### Stored data
....
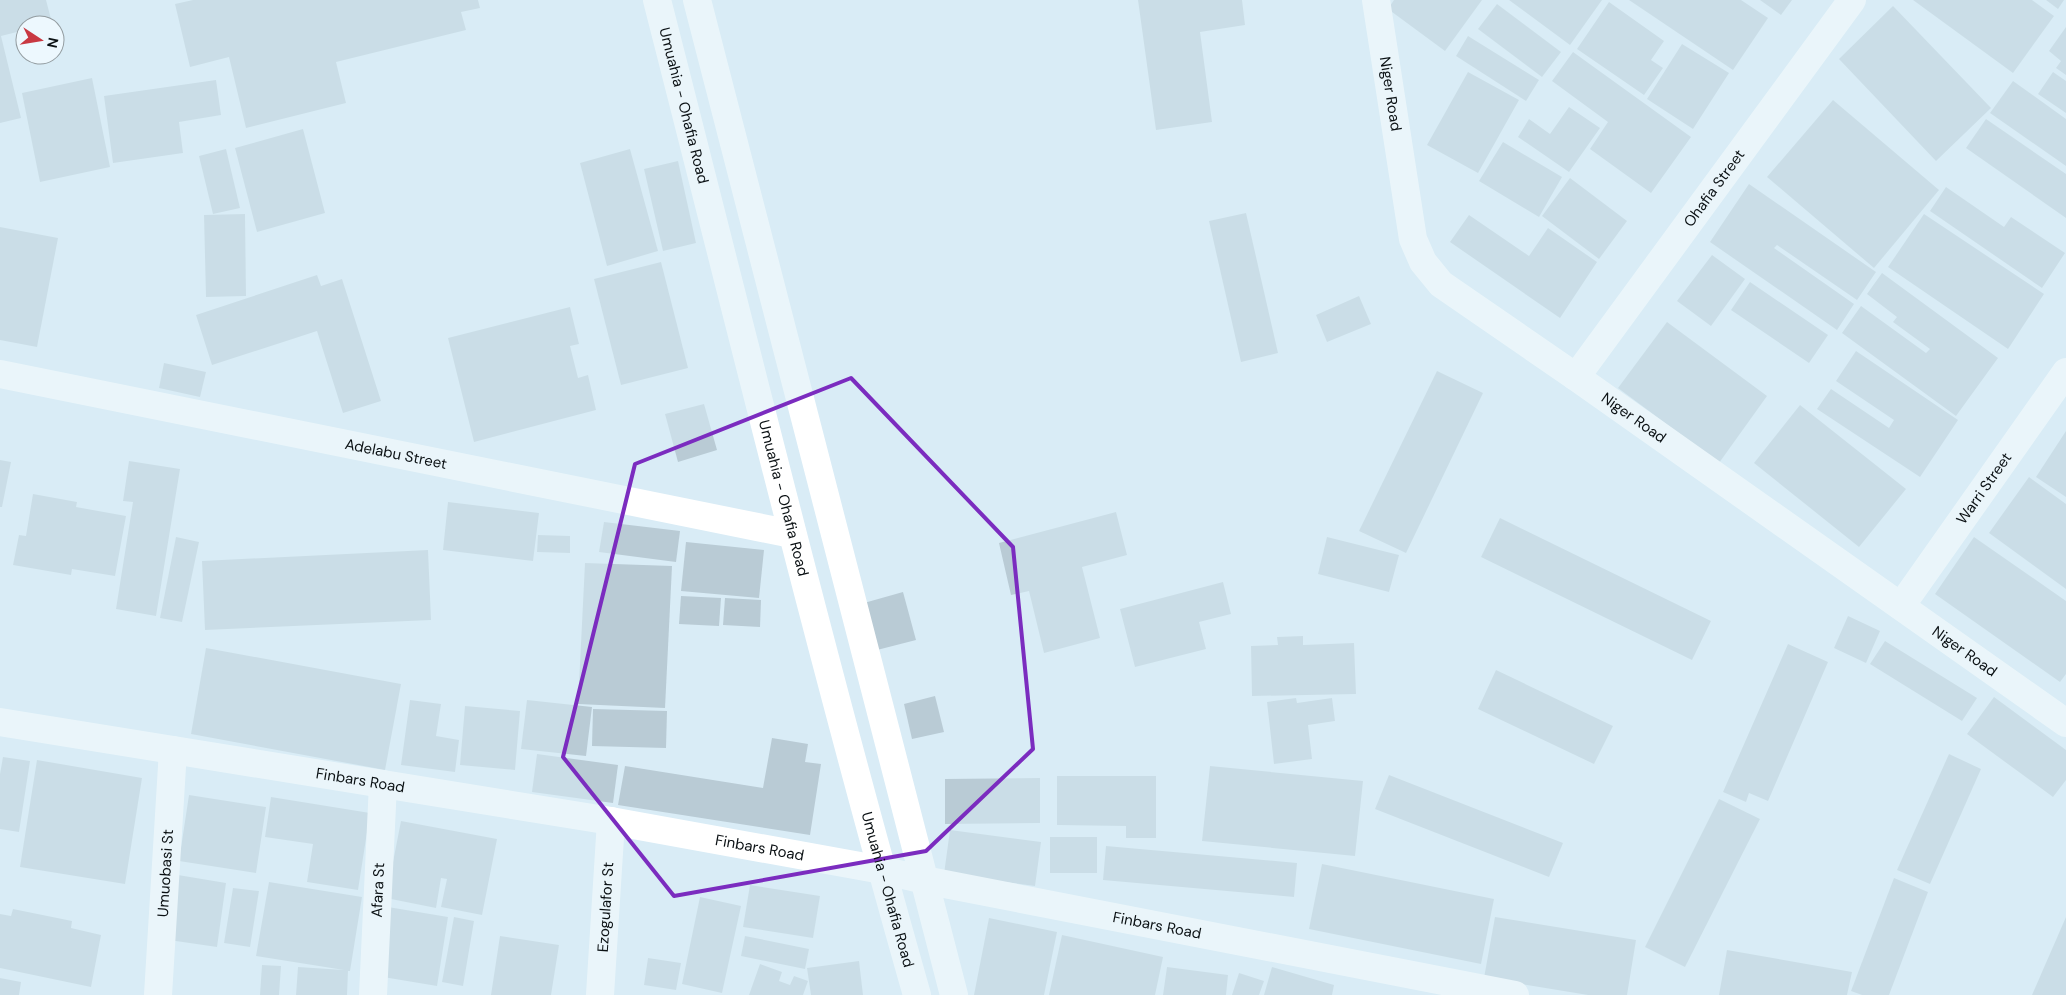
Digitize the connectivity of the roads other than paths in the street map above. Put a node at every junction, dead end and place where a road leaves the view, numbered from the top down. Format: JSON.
{"nodes":[{"id":1,"x":657,"y":0,"type":"edge"},
{"id":2,"x":697,"y":0,"type":"edge"},
{"id":3,"x":1852,"y":0,"type":"edge"},
{"id":4,"x":1377,"y":1,"type":"edge"},
{"id":5,"x":2066,"y":372,"type":"edge"},
{"id":6,"x":0,"y":374,"type":"edge"},
{"id":7,"x":1576,"y":377,"type":"junction"},
{"id":8,"x":792,"y":534,"type":"junction"},
{"id":9,"x":1901,"y":606,"type":"junction"},
{"id":10,"x":0,"y":722,"type":"edge"},
{"id":11,"x":2066,"y":723,"type":"edge"},
{"id":12,"x":173,"y":750,"type":"junction"},
{"id":13,"x":383,"y":784,"type":"junction"},
{"id":14,"x":610,"y":821,"type":"junction"},
{"id":15,"x":882,"y":870,"type":"junction"},
{"id":16,"x":924,"y":880,"type":"junction"},
{"id":17,"x":158,"y":995,"type":"edge"},
{"id":18,"x":373,"y":995,"type":"edge"},
{"id":19,"x":600,"y":995,"type":"edge"},
{"id":20,"x":917,"y":995,"type":"edge"},
{"id":21,"x":954,"y":995,"type":"edge"},
{"id":22,"x":1515,"y":995,"type":"edge"}],
"edges":[{"from":1,"to":8,"type":"street","name":"Umuahia - Ohafia Road"},
{"from":2,"to":16,"type":"street"},
{"from":3,"to":7,"type":"street","name":"Ohafia Street"},
{"from":4,"to":7,"type":"street","name":"Niger Road"},
{"from":5,"to":9,"type":"street","name":"Warri Street"},
{"from":6,"to":8,"type":"street","name":"Adelabu Street"},
{"from":7,"to":9,"type":"street","name":"Niger Road"},
{"from":8,"to":15,"type":"street","name":"Umuahia - Ohafia Road"},
{"from":9,"to":11,"type":"street","name":"Niger Road"},
{"from":10,"to":12,"type":"street","name":"Finbars Road"},
{"from":12,"to":13,"type":"street","name":"Finbars Road"},
{"from":12,"to":17,"type":"street","name":"Umuobasi St"},
{"from":13,"to":14,"type":"street","name":"Finbars Road"},
{"from":13,"to":18,"type":"street","name":"Afara St"},
{"from":14,"to":15,"type":"street","name":"Finbars Road"},
{"from":14,"to":19,"type":"street","name":"Ezogulafor St"},
{"from":15,"to":16,"type":"street","name":"Finbars Road"},
{"from":15,"to":20,"type":"street","name":"Umuahia - Ohafia Road"},
{"from":16,"to":21,"type":"street"},
{"from":16,"to":22,"type":"street","name":"Finbars Road"}]}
....
Output the data above without changes, apart from leaving out the pictures.

Digitize the connectivity of the roads other than paths in the street map above. Put a node at every junction, dead end and place where a road leaves the view, numbered from the top down. Format: JSON.
{"nodes":[{"id":1,"x":657,"y":0,"type":"edge"},
{"id":2,"x":697,"y":0,"type":"edge"},
{"id":3,"x":1852,"y":0,"type":"edge"},
{"id":4,"x":1377,"y":1,"type":"edge"},
{"id":5,"x":2066,"y":372,"type":"edge"},
{"id":6,"x":0,"y":374,"type":"edge"},
{"id":7,"x":1576,"y":377,"type":"junction"},
{"id":8,"x":792,"y":534,"type":"junction"},
{"id":9,"x":1901,"y":606,"type":"junction"},
{"id":10,"x":0,"y":722,"type":"edge"},
{"id":11,"x":2066,"y":723,"type":"edge"},
{"id":12,"x":173,"y":750,"type":"junction"},
{"id":13,"x":383,"y":784,"type":"junction"},
{"id":14,"x":610,"y":821,"type":"junction"},
{"id":15,"x":882,"y":870,"type":"junction"},
{"id":16,"x":924,"y":880,"type":"junction"},
{"id":17,"x":158,"y":995,"type":"edge"},
{"id":18,"x":373,"y":995,"type":"edge"},
{"id":19,"x":600,"y":995,"type":"edge"},
{"id":20,"x":917,"y":995,"type":"edge"},
{"id":21,"x":954,"y":995,"type":"edge"},
{"id":22,"x":1515,"y":995,"type":"edge"}],
"edges":[{"from":1,"to":8,"type":"street","name":"Umuahia - Ohafia Road"},
{"from":2,"to":16,"type":"street"},
{"from":3,"to":7,"type":"street","name":"Ohafia Street"},
{"from":4,"to":7,"type":"street","name":"Niger Road"},
{"from":5,"to":9,"type":"street","name":"Warri Street"},
{"from":6,"to":8,"type":"street","name":"Adelabu Street"},
{"from":7,"to":9,"type":"street","name":"Niger Road"},
{"from":8,"to":15,"type":"street","name":"Umuahia - Ohafia Road"},
{"from":9,"to":11,"type":"street","name":"Niger Road"},
{"from":10,"to":12,"type":"street","name":"Finbars Road"},
{"from":12,"to":13,"type":"street","name":"Finbars Road"},
{"from":12,"to":17,"type":"street","name":"Umuobasi St"},
{"from":13,"to":14,"type":"street","name":"Finbars Road"},
{"from":13,"to":18,"type":"street","name":"Afara St"},
{"from":14,"to":15,"type":"street","name":"Finbars Road"},
{"from":14,"to":19,"type":"street","name":"Ezogulafor St"},
{"from":15,"to":16,"type":"street","name":"Finbars Road"},
{"from":15,"to":20,"type":"street","name":"Umuahia - Ohafia Road"},
{"from":16,"to":21,"type":"street"},
{"from":16,"to":22,"type":"street","name":"Finbars Road"}]}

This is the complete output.